* [What to produce]:
Filter the entries for the string "Princess". Copy each line that has it.

(Stored items from a collection)
------------------------------------------------

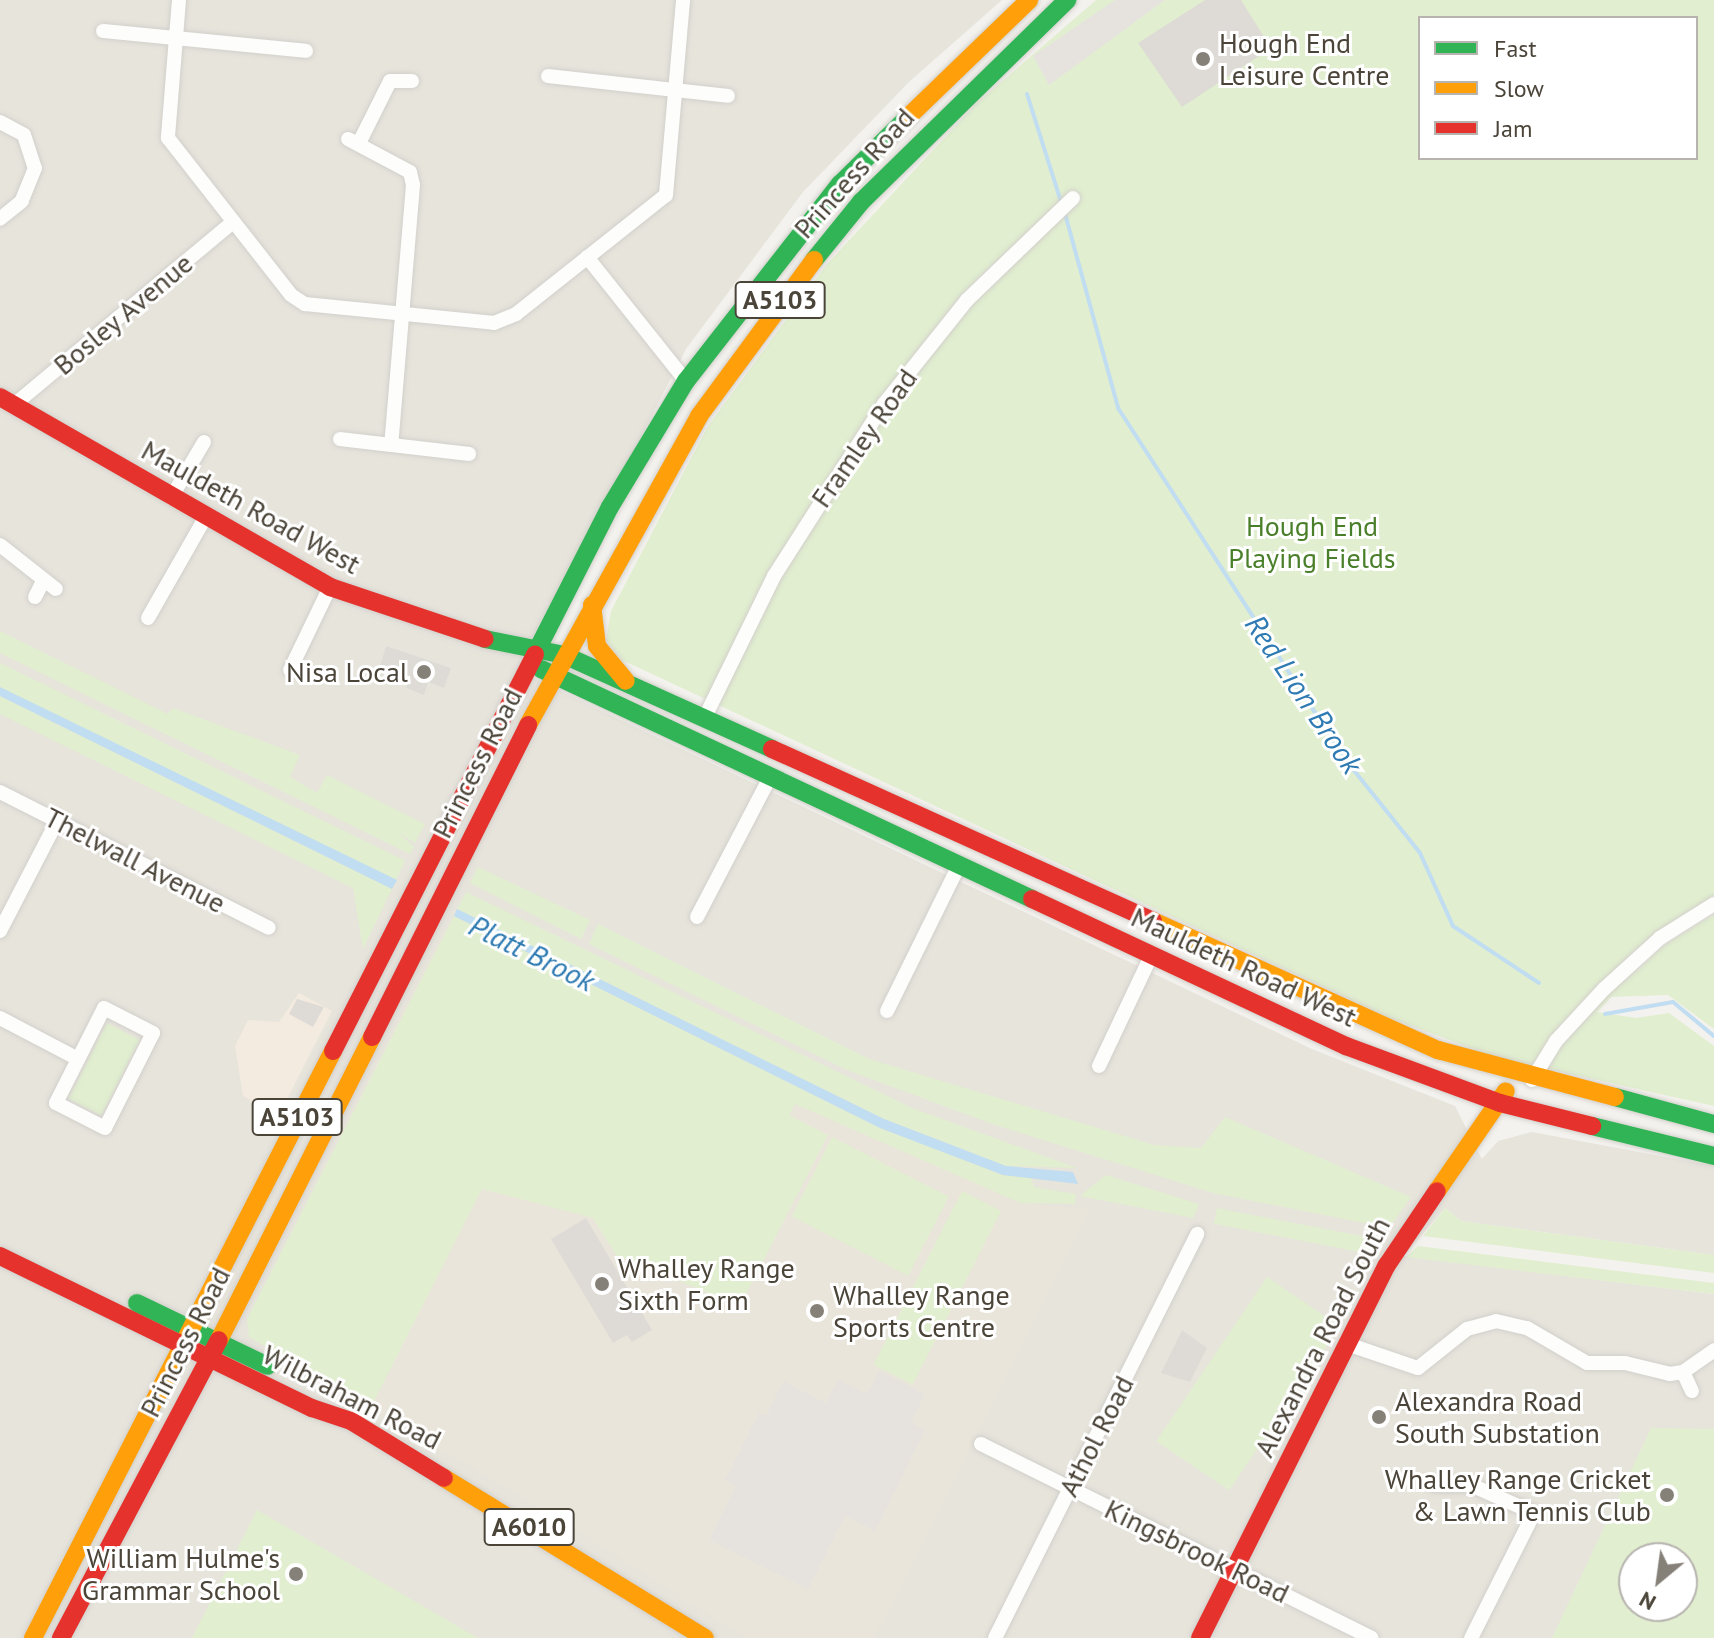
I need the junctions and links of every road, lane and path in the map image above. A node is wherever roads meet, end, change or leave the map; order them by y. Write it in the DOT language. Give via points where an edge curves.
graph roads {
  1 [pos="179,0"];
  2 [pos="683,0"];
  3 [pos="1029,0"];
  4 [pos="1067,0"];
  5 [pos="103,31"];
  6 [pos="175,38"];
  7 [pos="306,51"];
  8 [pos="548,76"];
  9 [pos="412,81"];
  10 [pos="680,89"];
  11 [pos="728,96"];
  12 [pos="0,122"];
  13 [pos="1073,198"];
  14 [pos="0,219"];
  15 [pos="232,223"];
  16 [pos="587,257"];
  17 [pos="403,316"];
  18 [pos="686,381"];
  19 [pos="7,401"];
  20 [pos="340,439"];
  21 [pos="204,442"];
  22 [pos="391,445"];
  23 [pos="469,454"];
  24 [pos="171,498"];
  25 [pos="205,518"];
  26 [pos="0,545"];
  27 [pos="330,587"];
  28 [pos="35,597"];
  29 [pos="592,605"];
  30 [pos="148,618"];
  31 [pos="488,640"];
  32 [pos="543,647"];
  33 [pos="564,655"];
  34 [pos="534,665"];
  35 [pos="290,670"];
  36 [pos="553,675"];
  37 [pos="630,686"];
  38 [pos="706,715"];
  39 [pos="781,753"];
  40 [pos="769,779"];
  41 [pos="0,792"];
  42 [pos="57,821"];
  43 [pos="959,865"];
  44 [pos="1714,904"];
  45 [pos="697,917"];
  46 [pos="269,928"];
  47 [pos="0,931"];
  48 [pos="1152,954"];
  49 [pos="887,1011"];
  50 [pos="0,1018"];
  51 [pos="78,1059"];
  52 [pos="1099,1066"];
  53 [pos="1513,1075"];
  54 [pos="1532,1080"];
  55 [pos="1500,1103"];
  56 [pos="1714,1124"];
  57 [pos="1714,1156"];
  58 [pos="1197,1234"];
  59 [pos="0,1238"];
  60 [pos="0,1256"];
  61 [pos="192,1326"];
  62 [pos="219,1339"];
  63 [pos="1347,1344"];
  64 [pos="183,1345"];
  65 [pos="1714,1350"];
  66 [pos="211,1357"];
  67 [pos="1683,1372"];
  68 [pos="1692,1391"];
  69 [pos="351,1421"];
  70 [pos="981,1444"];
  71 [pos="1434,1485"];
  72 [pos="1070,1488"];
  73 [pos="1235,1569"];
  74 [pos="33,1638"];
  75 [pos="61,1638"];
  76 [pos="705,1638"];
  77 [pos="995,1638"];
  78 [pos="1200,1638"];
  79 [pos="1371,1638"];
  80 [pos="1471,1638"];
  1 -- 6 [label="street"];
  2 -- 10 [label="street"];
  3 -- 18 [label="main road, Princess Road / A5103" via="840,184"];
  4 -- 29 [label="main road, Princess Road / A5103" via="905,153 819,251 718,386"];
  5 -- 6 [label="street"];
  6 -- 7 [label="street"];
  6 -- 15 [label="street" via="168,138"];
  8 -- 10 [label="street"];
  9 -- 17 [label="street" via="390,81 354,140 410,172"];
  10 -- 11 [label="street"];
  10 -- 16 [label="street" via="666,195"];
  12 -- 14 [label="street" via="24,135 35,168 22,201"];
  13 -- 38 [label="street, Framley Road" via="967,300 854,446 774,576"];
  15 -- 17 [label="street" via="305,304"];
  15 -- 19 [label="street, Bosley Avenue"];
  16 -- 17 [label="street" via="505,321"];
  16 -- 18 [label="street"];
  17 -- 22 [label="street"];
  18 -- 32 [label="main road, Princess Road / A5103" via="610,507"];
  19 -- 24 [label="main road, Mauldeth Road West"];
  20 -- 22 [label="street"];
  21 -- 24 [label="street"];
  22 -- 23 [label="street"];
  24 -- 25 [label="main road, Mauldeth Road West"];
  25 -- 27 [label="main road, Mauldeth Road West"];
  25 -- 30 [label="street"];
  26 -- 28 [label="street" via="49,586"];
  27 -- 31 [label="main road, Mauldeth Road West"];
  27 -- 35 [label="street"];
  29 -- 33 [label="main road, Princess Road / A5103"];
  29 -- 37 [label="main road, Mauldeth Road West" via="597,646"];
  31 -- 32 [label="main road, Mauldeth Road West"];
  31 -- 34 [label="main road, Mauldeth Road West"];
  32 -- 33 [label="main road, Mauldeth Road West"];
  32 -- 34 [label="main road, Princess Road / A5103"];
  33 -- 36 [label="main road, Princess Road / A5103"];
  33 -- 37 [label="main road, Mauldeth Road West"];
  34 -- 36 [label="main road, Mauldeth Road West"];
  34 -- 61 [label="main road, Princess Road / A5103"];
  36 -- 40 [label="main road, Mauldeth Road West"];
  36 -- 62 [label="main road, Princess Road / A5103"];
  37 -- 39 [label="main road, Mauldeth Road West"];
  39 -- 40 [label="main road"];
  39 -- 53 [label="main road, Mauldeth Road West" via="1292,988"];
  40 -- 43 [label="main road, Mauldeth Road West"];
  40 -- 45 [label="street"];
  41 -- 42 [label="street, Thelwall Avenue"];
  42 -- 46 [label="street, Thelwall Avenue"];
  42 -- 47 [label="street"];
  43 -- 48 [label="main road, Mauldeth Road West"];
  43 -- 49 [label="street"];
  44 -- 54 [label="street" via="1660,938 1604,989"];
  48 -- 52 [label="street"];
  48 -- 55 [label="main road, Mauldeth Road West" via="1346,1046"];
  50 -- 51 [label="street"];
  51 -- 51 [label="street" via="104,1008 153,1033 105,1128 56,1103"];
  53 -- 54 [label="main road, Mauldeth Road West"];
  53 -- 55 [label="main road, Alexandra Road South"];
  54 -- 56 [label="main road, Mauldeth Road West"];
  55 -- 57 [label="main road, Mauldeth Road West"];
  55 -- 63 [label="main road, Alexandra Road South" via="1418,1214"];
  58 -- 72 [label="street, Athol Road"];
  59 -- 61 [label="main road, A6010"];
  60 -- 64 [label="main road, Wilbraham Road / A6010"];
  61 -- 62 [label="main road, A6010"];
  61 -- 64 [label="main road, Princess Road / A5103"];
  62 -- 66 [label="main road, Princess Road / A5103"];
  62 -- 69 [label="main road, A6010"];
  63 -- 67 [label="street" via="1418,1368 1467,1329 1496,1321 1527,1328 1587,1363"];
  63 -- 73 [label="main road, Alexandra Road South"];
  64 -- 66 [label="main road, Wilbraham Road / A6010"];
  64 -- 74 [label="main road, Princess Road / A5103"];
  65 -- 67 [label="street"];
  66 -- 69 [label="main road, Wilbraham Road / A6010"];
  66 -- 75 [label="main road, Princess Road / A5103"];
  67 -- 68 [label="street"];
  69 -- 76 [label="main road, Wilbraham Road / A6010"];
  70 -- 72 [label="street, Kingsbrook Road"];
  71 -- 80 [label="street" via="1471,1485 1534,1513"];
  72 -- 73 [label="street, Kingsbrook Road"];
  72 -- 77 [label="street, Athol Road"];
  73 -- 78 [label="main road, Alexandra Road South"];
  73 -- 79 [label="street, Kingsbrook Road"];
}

------------------------------------------------

* [Answer box]:
  3 -- 18 [label="main road, Princess Road / A5103" via="840,184"];
  4 -- 29 [label="main road, Princess Road / A5103" via="905,153 819,251 718,386"];
  18 -- 32 [label="main road, Princess Road / A5103" via="610,507"];
  29 -- 33 [label="main road, Princess Road / A5103"];
  32 -- 34 [label="main road, Princess Road / A5103"];
  33 -- 36 [label="main road, Princess Road / A5103"];
  34 -- 61 [label="main road, Princess Road / A5103"];
  36 -- 62 [label="main road, Princess Road / A5103"];
  61 -- 64 [label="main road, Princess Road / A5103"];
  62 -- 66 [label="main road, Princess Road / A5103"];
  64 -- 74 [label="main road, Princess Road / A5103"];
  66 -- 75 [label="main road, Princess Road / A5103"];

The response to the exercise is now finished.